Understanding, Designing and Testing Quantitative Risk Models: Overview

20 August, 2014 - Singapore


A seminar aiming to provide practitioners with an understanding of the objectives and limitations of quantitative risk models and with the background to design, calibrate and stress-test risk models that are fit for purpose.

Since the global financial crisis of 2008, there has been a substantial increase in emphasis on risk measurement and management at the instigation of both industry players and regulatory bodies. Risk measurement and management techniques now receive attention in excess of what is required for mere compliance with risk-based capital and risk limit regulations as significant resources are expended to refine and integrate them into a coherent process supporting better investment management. Despite this increased focus, a lot of confusion remains about what a quantitative risk management process can and cannot achieve. In this context, this course aims to provide practitioners with an understanding of the objectives and limitations of quantitative risk models and with the background to design, calibrate and stress-test risk models that are fit for purpose.

After defining risk and attempting a typology of risks, the course introduces and discusses the fundamental building blocks of risk models (i.e. the risk horizon, the risk drivers, the portfolio profit-and-loss (P&L) distribution and the risk measures). It discusses the characteristics of the portfolio P&L distribution at the risk measurement horizon and the application of a particular risk measure to collapse the risk present in this distribution into numbers that can be analysed. It explains how risk management requires knowledge of the risk drivers of the various financial instruments in the portfolio and how they combine to impact the P&L distribution. The course underlines that to understand the limitations of risk management, one has first to recognise that any risk model is based on assumptions concerning the dynamics of risk drivers, the contingent pricing of the instruments in the portfolio, and the way the interrelations of these instruments combine to impact the P&L. The course also stresses that another dimension of model-risk is the informational content of any data used for parameter estimation. Back-testing and stress-testing are necessary steps to fully grasp the limitations of risk models and adequately manage them. The course discusses these issues both conceptually and in the context of specific risk models.

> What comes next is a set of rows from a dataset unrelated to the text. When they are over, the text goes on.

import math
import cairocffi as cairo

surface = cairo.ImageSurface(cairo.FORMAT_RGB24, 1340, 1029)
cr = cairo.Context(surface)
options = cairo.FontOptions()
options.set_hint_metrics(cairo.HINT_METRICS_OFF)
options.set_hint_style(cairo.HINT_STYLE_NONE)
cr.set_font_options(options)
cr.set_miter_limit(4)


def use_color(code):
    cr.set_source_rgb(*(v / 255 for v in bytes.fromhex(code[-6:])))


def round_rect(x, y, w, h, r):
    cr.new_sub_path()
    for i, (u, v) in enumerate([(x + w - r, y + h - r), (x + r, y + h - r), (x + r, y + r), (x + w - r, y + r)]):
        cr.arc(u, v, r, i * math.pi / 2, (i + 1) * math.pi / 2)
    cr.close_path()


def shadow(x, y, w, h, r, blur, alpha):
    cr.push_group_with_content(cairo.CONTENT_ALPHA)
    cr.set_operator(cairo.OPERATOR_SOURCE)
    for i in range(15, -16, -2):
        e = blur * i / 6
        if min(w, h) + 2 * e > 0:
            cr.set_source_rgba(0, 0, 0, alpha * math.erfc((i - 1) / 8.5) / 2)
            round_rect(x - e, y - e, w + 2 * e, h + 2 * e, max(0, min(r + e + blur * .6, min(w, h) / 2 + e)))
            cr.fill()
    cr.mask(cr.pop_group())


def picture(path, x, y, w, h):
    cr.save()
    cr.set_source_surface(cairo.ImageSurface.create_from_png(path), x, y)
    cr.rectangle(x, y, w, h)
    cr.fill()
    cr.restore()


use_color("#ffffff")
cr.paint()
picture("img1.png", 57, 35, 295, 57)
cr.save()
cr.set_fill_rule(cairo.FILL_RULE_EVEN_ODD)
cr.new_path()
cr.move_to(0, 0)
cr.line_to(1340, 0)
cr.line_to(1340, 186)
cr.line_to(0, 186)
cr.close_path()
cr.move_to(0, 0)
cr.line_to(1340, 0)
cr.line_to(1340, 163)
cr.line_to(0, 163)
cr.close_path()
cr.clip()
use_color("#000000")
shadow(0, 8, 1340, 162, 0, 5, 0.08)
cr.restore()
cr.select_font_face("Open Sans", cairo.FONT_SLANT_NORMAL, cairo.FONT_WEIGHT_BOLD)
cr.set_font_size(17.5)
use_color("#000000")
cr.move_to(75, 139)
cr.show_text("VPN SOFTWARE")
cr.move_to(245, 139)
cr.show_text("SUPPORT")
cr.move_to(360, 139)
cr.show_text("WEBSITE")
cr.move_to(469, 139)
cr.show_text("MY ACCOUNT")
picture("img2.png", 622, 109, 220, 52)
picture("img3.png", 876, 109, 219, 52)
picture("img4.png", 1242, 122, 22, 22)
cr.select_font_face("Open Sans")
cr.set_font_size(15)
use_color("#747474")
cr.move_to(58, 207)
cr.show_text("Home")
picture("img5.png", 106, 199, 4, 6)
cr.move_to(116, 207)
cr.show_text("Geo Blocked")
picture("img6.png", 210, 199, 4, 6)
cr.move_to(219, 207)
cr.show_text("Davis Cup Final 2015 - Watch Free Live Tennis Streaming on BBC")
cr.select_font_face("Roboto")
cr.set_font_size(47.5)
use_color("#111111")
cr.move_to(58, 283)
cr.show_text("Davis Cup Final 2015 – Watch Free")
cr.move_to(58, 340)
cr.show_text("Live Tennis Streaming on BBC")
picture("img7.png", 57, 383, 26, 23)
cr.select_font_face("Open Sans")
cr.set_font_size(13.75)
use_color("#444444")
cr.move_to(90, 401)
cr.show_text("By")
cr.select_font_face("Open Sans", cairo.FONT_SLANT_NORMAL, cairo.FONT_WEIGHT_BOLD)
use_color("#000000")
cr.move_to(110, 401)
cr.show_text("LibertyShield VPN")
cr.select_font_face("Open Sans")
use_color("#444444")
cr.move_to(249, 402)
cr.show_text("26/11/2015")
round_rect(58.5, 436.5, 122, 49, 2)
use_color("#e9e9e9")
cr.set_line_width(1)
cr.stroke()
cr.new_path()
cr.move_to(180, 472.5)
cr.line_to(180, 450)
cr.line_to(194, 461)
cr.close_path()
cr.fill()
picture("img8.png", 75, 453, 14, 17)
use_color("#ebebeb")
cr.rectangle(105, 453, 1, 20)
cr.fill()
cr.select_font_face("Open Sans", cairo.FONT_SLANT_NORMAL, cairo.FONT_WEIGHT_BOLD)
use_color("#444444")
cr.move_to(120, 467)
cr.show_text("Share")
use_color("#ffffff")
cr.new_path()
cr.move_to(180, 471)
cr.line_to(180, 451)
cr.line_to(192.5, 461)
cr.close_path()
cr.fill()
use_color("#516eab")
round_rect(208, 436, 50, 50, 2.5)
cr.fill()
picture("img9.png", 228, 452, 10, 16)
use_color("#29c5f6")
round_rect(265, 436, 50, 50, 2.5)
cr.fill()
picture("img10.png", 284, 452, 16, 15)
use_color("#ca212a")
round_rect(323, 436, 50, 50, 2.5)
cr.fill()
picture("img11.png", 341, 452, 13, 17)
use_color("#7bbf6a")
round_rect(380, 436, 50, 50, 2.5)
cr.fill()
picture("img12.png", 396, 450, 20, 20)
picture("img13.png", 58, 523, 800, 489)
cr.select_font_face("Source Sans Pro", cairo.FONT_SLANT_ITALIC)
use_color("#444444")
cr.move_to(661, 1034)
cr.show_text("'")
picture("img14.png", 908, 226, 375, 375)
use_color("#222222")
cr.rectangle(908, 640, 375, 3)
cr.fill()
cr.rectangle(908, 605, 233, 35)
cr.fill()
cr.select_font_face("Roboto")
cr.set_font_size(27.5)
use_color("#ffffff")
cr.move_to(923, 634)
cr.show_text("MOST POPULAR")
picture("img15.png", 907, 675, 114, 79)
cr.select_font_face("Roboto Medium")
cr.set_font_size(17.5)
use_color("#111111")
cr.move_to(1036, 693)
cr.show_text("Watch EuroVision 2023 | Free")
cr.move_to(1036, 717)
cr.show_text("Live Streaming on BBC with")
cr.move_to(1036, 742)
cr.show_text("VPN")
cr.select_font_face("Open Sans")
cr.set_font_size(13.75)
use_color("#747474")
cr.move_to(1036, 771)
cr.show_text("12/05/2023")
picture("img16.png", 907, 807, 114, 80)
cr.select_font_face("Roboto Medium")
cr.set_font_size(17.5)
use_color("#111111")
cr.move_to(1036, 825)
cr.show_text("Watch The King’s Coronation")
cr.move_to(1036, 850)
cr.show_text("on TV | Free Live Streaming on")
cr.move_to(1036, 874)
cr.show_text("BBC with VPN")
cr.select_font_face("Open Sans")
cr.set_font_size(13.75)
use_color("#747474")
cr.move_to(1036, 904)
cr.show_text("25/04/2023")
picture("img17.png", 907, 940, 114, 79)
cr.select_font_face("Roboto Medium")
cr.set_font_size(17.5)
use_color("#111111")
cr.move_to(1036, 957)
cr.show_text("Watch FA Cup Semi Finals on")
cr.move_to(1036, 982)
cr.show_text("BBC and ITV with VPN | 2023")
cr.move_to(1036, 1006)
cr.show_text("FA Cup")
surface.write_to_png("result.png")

The first class of risk models analysed by the course are the traditional models that draw from modern portfolio theory, assume normal distributions for instruments and focus on volatility at the risk horizon. The course explains how portfolio positions are approached by their marginal risks and percentage contribution to volatility, how the variance-covariance matrix is used to produce a portfolio-wide risk measure, and how factor models are used not only to make the estimation of the variance-covariance matrix more computationally efficient, but also to gain insight into the underlying systematic sources of risk for investment decision making and risk hedging. The most successful commercial implementation of factor models is probably the Barra multi-factor equity model family.

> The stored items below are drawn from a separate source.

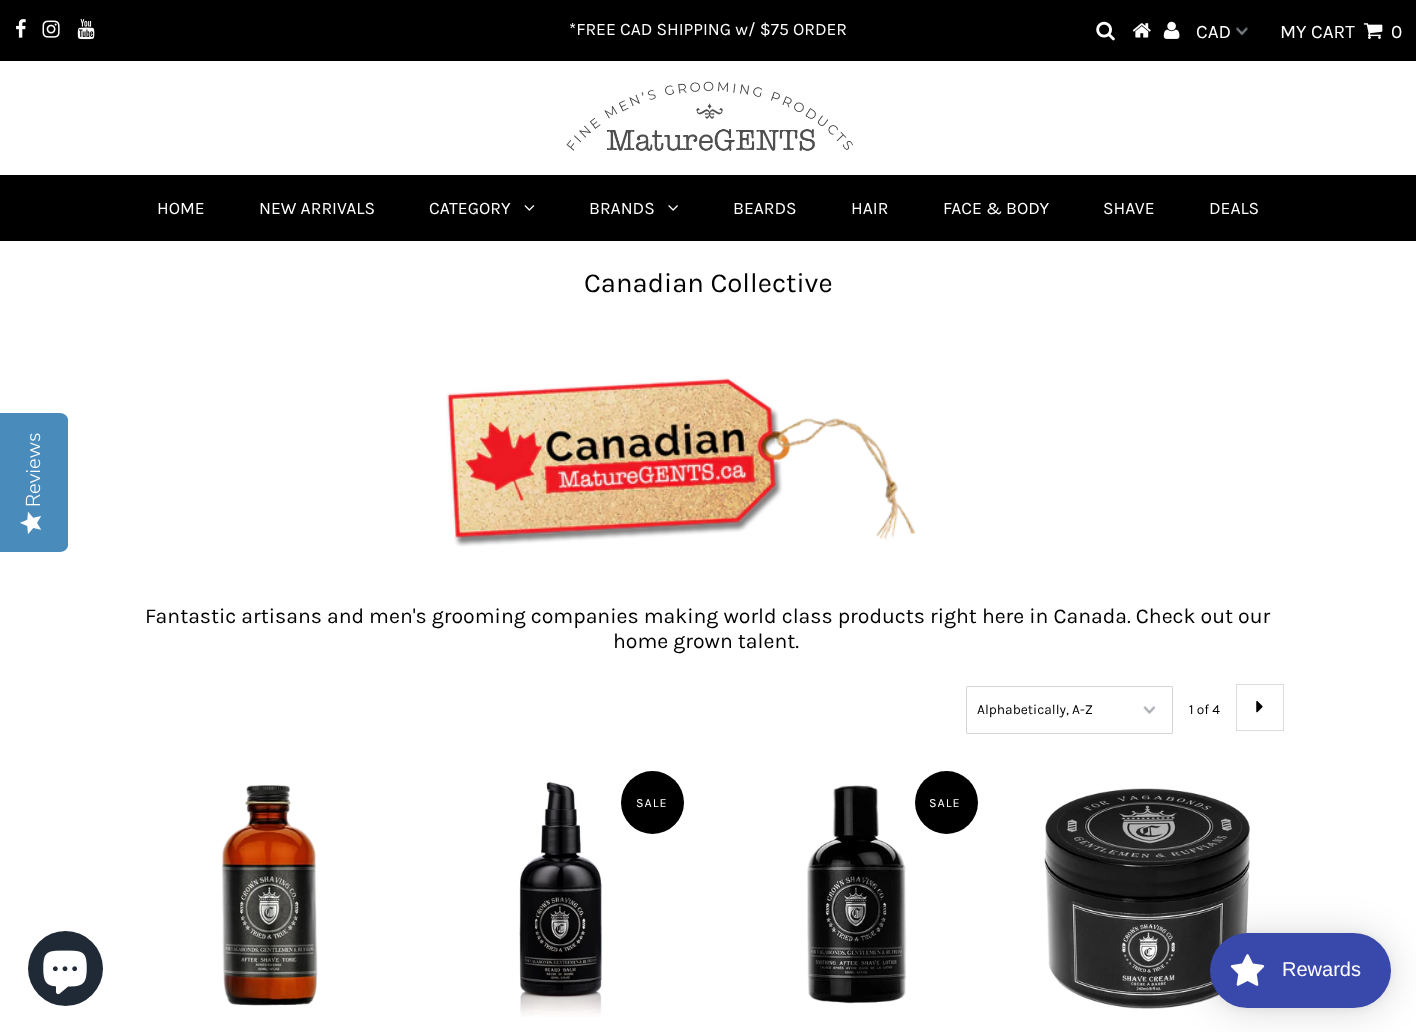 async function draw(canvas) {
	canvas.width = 1416;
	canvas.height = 1032;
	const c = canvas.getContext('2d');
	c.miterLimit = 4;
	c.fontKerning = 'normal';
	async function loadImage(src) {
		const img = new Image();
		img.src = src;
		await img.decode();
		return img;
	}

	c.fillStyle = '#fff';
	c.fillRect(0, 0, 1416, 1032);
	c.fillStyle = '#498cbc';
	c.beginPath();
	c.moveTo(0, 552);
	c.lineTo(0, 413);
	c.lineTo(60, 413);
	c.bezierCurveTo(64, 413, 68, 416, 68, 420);
	c.lineTo(68, 545);
	c.bezierCurveTo(68, 549, 64, 552, 60, 552);
	c.closePath();
	c.fill();
	c.font = '300 20px Nunito Sans';
	c.fillStyle = '#fff';
	c.save();
	c.translate(40, 507);
	c.rotate(-90 * Math.PI / 180);
	c.fillText('Reviews', 0, 0);
	c.restore();
	c.drawImage(await loadImage('img1.png'), 20, 512, 22, 22);
	c.fillStyle = '#000';
	c.fillRect(0, 0, 1416, 61);
	c.drawImage(await loadImage('img2.png'), 16, 19, 10, 19);
	c.drawImage(await loadImage('img3.png'), 42, 20, 18, 18);
	c.drawImage(await loadImage('img4.png'), 77, 19, 18, 21);
	c.font = '17.5px Karla';
	c.fillStyle = '#fff';
	c.fillText('*FREE CAD SHIPPING w/ $75 ORDER', 569, 35);
	c.drawImage(await loadImage('img5.png'), 1096, 21, 19, 20);
	c.drawImage(await loadImage('img6.png'), 1132, 23, 19, 15);
	c.drawImage(await loadImage('img7.png'), 1163, 21, 17, 18);
	c.drawImage(await loadImage('img8.png'), 1236, 27, 12, 9);
	c.font = '19px Karla';
	c.fillText('CAD', 1196, 38);
	c.fillText('MY CART', 1280, 38);
	c.drawImage(await loadImage('img9.png'), 1363, 23, 20, 16);
	c.fillText('0', 1391, 38);
	c.drawImage(await loadImage('img10.png'), 566, 81, 287, 70);
	c.fillStyle = '#000';
	c.fillRect(0, 175, 1416, 66);
	c.font = '17.5px Karla';
	c.fillStyle = '#fff';
	for (const [text, x, y] of [
		['HOME', 157, 214],
		['NEW ARRIVALS', 259, 214],
		['CATEGORY', 429, 214],
	]) {
		c.fillText(text, x, y);
	}
	c.drawImage(await loadImage('img11.png'), 524, 205, 11, 6);
	c.fillText('BRANDS', 589, 214);
	c.drawImage(await loadImage('img12.png'), 668, 205, 10, 6);
	for (const [text, x, y] of [
		['BEARDS', 733, 214],
		['HAIR', 851, 214],
		['FACE & BODY', 943, 214],
		['SHAVE', 1103, 214],
		['DEALS', 1209, 214],
	]) {
		c.fillText(text, x, y);
	}
	c.font = '27.5px Karla';
	c.fillStyle = '#000';
	c.fillText('Canadian Collective', 584, 292);
	c.drawImage(await loadImage('img13.png'), 445, 376, 471, 171);
	c.font = '21.25px Karla';
	c.fillText('Fantastic artisans and men\'s grooming companies making world class products right here in Canada. Check out our', 145, 623);
	c.fillText('home grown talent.', 613, 648);
	c.drawImage(await loadImage('img14.png'), 1143, 706, 13, 8);
	c.beginPath();
	c.roundRect(966.5, 686.5, 206, 47, 0.5);
	c.strokeStyle = '#d5d5d5';
	c.stroke();
	c.font = '13.75px Karla';
	c.fillText('Alphabetically, A-Z', 977, 714);
	c.fillText('1 of 4', 1189, 714);
	c.strokeStyle = '#ddd';
	c.strokeRect(1236.5, 684.5, 47, 46);
	c.drawImage(await loadImage('img15.png'), 1256, 701, 7, 12);
	c.drawImage(await loadImage('img16.png'), 221, 785, 97, 221);
	c.drawImage(await loadImage('img17.png'), 519, 782, 84, 235);
	c.beginPath();
	c.arc(652.5, 802.5, 31.5, 0, 2 * Math.PI);
	c.fill();
	c.letterSpacing = '1px';
	c.font = '12.5px Karla';
	c.fillStyle = '#fff';
	c.fillText('SALE', 636, 807);
	c.drawImage(await loadImage('img18.png'), 807, 785, 100, 219);
	c.fillStyle = '#000';
	c.beginPath();
	c.arc(946.5, 802.5, 31.5, 0, 2 * Math.PI);
	c.fill();
	c.fillStyle = '#fff';
	c.fillText('SALE', 929, 807);
	c.drawImage(await loadImage('img19.png'), 1044, 788, 206, 221);
	c.fillStyle = '#202a36';
	c.beginPath();
	c.arc(65.5, 968.5, 37.5, 0, 2 * Math.PI);
	c.fill();
	c.drawImage(await loadImage('img20.png'), 43, 950, 44, 45);
	c.fillStyle = '#00000026';
	c.filter = 'blur(19px)';
	c.beginPath();
	c.roundRect(1210, 935, 181, 75, 37.5);
	c.fill();
	c.filter = 'none';
	c.fillStyle = '#0000000d';
	c.filter = 'blur(4px)';
	c.beginPath();
	c.roundRect(1210, 934, 181, 75, 37.5);
	c.fill();
	c.filter = 'none';
	c.fillStyle = '#3949ab';
	c.beginPath();
	c.roundRect(1210, 933, 181, 75, 37.5);
	c.fill();
	c.drawImage(await loadImage('img21.png'), 1230, 954, 35, 32);
	c.letterSpacing = '0px';
	c.font = '20px Liberation Sans';
	c.fillStyle = '#fff';
	c.fillText('Rewards', 1282, 976);
}

draw(document.querySelector('canvas'));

A drawback of volatility as a proxy for risk is that it gives equal importance to both profits and losses, whereas investors and regulators are more concerned about the latter. The course thus introduces Valueat- Risk (VaR) as a portfolio downside risk measure which has gained central importance for regulatory capital computation and financial reporting, but also for risk budgeting and management, and it discusses different methods for calculating VaR. The course also relaxes the normality assumption of the traditional model, which suits equity portfolios that do not exhibit high levels of skewness or kurtosis, but is particularly inappropriate for portfolios that include instruments exhibiting bond-like convexity or derivative-like payoffs. In this context, instruments need to be viewed as functions of the underlying risk factors, which adds a layer of complexity. Against this backdrop, the course discusses the Delta-Normal VaR approach which relies on a linear decomposition of the portfolio P&L distribution by the sensitivities of the instruments to the underlying risk drivers. It explains how this method, which underpins the RiskMetrics model, gains in computational efficiency at the cost of some heavy assumptions, notably that of normally distributed risk drivers. The course then discusses the failures of the Delta-Normal approach and the pros and cons of the different ways of correcting them, such as introducing second-order terms into the linear-sensitivity model (i.e. the Delta-Gamma extension); using a model agnostic to any distributional assumptions (historical VaR); and simulating the dynamics of the risk drivers to price all instruments and build the portfolio P&L at the risk horizon (full-valuation Monte Carlo). The course uses a case study to compare the different VaR models and also introduces VaR tools to manage risk from the individual positions up. Finally, the review of VaR models is used to introduce a discussion on how to assess, mitigate and monitor model-risk as part of a sound management process through back-testing, stress-testing, control of estimation risk and ongoing review and robustification.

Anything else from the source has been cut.